Godiva sat on the ground, her arms curled around her knees, which were pulled up to her chin like a child. Her top was plastered to her back, outlining the knobs of her spine, making her look so vulnerable it tore at his heart. He wanted to wrap himself around her, but he was as wet as she.
But that was as a human.
He looked at the components of the crevasse, letting his basilisk sense the density of the stone. Ah. There.
He glanced up. Maybe fifteen feet to the apex. It was going to be a very tight fit, but . . . he shifted, curling his long dragonish tail gently, carefully, around Godiva. Then he focused on a segment of stone, concentrated, and zapped it with a sustained glare until it glowed a deep red, emanating welcome heat.
And then settled as best he could, his basilisk utterly content to be protecting his mate.
Chapter 11
GODIVA
At first it startled her when Rigo shifted, and she watched, fascinated as his eyes lanced a glowing shaft of green light at a rock. She sneezed violently at the smell of burning stone, but when his huge body blocked that howling wind, she scooted gratefully as close to the glowing stone as she could get, her toes tucked under his armored tail.
“Thanks,” she sighed, thankful for Rigo’s smooth, scaled back blocking the wind. “Number 5,437 on the Getting Old Shit List is temperature changes. I used to be proud that I could endure any weather. Maybe it’s not age. Maybe living in Southern California has made me go soft.”

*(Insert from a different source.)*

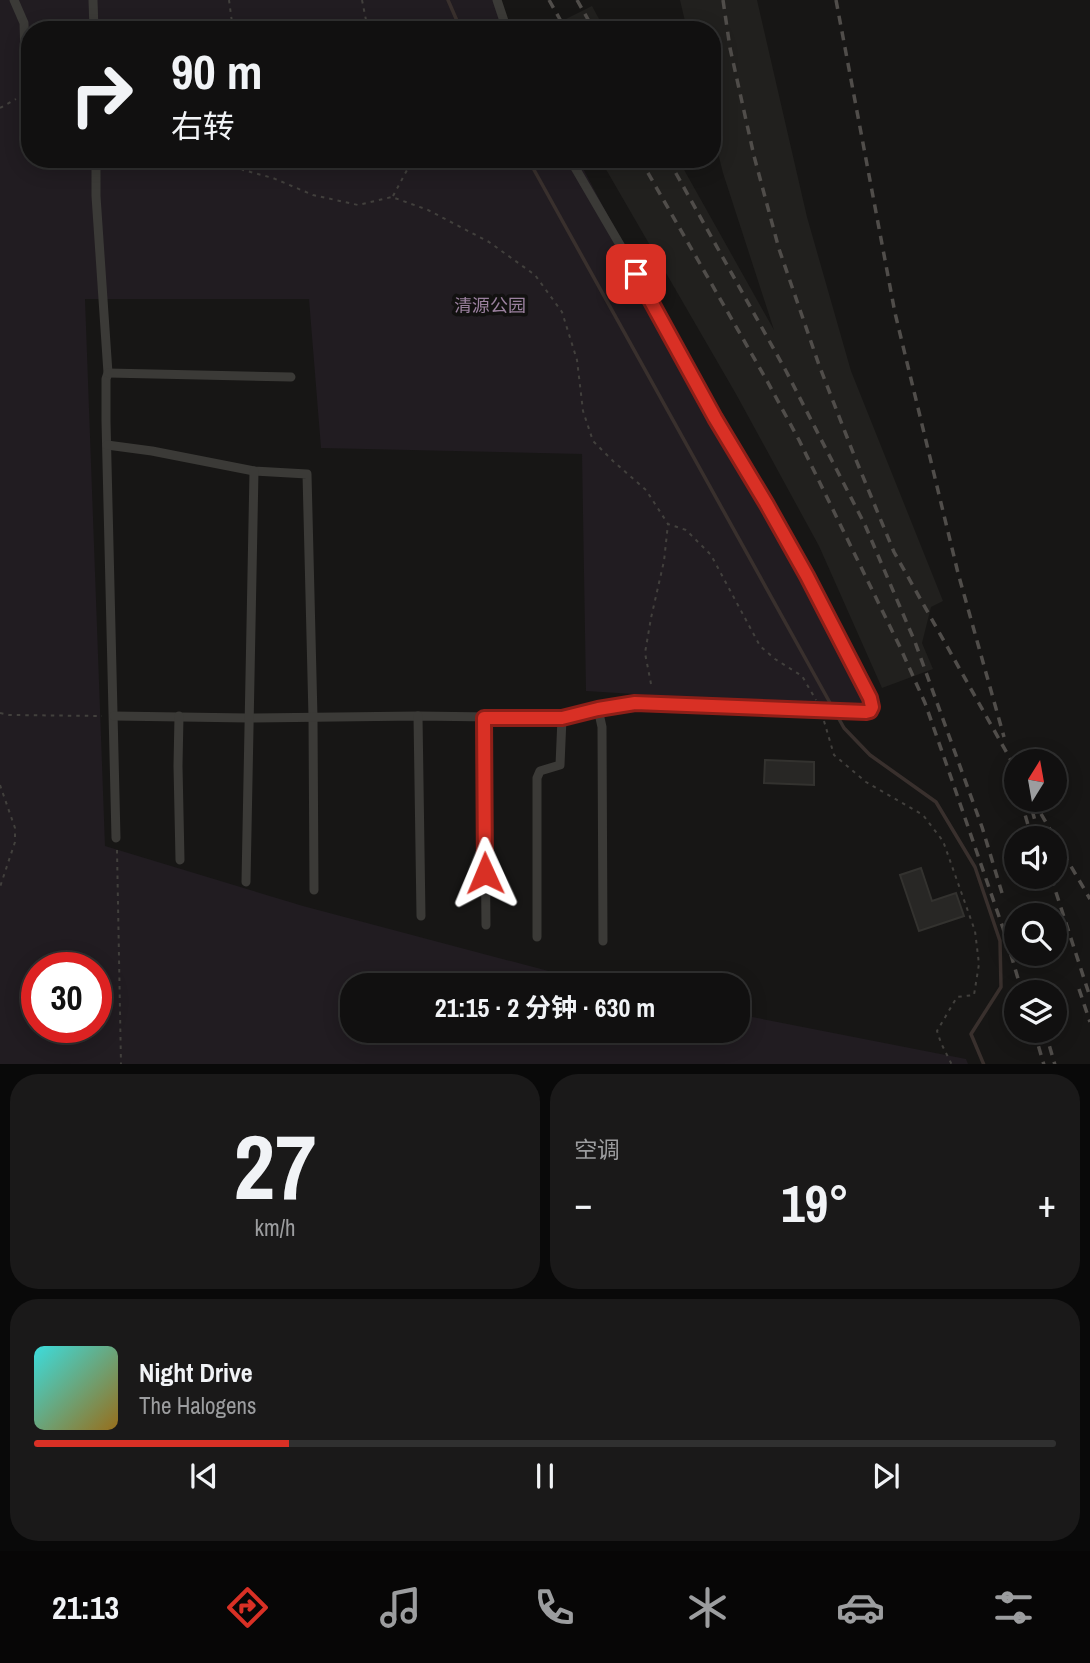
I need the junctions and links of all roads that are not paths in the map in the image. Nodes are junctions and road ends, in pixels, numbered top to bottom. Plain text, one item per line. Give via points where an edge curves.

She looked to either side, where Rigo’s legs formed protective columns, and slid her hand along the smoothness of Rigo’s scales. They were steely, cool to the touch. She leaned over to study more of him, admiring a huge claw the size of a manhole cover that looked like it could shred a tank. Potentially fierce—Rigo’s basilisk looked like he could personally take on an entire tank regiment, even with close air support—but he sat so still and quiet, curved around her like her very own fortress.
She turned her head up the other way to admire more of him, her admiration turning to dismay when she saw his magnificent crested head bent at an awkward angle. “That cannot be comfortable,” she exclaimed. “Go ahead and change back. This mega-heat you made is more than warm enough. Anyway, it’s raining out there again. The temperature has to be coming up a bit.”
He blurred, and with a brief whispery sound he was human again. He dropped down next to her, one forearm propped on his bent knee, hands loose. She’d always liked his hands, the palms rough from work, but gentle even in their latent strength.